» Data extract:
▼▼▼

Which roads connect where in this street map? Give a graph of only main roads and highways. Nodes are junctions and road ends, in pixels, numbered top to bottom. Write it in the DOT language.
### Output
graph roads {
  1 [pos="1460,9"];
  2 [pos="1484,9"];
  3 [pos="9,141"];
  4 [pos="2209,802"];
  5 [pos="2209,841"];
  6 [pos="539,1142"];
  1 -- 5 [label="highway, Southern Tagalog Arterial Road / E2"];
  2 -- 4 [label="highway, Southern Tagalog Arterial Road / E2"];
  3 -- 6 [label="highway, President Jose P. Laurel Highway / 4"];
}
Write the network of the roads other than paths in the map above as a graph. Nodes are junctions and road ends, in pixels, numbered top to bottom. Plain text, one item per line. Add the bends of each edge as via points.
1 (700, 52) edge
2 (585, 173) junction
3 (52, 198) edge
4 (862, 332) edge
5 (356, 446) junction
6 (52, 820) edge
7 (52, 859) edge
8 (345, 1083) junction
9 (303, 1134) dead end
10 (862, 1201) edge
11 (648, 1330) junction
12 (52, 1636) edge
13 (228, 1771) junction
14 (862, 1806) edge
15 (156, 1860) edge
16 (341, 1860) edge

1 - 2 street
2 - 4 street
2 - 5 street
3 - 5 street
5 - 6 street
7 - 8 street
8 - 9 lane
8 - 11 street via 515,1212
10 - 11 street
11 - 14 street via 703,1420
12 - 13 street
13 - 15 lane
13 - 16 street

▲▲▲

» Task goal: This calls for repeating all of the records, character for character.

» Output below:
Which roads connect where in this street map? Give a graph of only main roads and highways. Nodes are junctions and road ends, in pixels, numbered top to bottom. Write it in the DOT language.
### Output
graph roads {
  1 [pos="1460,9"];
  2 [pos="1484,9"];
  3 [pos="9,141"];
  4 [pos="2209,802"];
  5 [pos="2209,841"];
  6 [pos="539,1142"];
  1 -- 5 [label="highway, Southern Tagalog Arterial Road / E2"];
  2 -- 4 [label="highway, Southern Tagalog Arterial Road / E2"];
  3 -- 6 [label="highway, President Jose P. Laurel Highway / 4"];
}
Write the network of the roads other than paths in the map above as a graph. Nodes are junctions and road ends, in pixels, numbered top to bottom. Plain text, one item per line. Add the bends of each edge as via points.
1 (700, 52) edge
2 (585, 173) junction
3 (52, 198) edge
4 (862, 332) edge
5 (356, 446) junction
6 (52, 820) edge
7 (52, 859) edge
8 (345, 1083) junction
9 (303, 1134) dead end
10 (862, 1201) edge
11 (648, 1330) junction
12 (52, 1636) edge
13 (228, 1771) junction
14 (862, 1806) edge
15 (156, 1860) edge
16 (341, 1860) edge

1 - 2 street
2 - 4 street
2 - 5 street
3 - 5 street
5 - 6 street
7 - 8 street
8 - 9 lane
8 - 11 street via 515,1212
10 - 11 street
11 - 14 street via 703,1420
12 - 13 street
13 - 15 lane
13 - 16 street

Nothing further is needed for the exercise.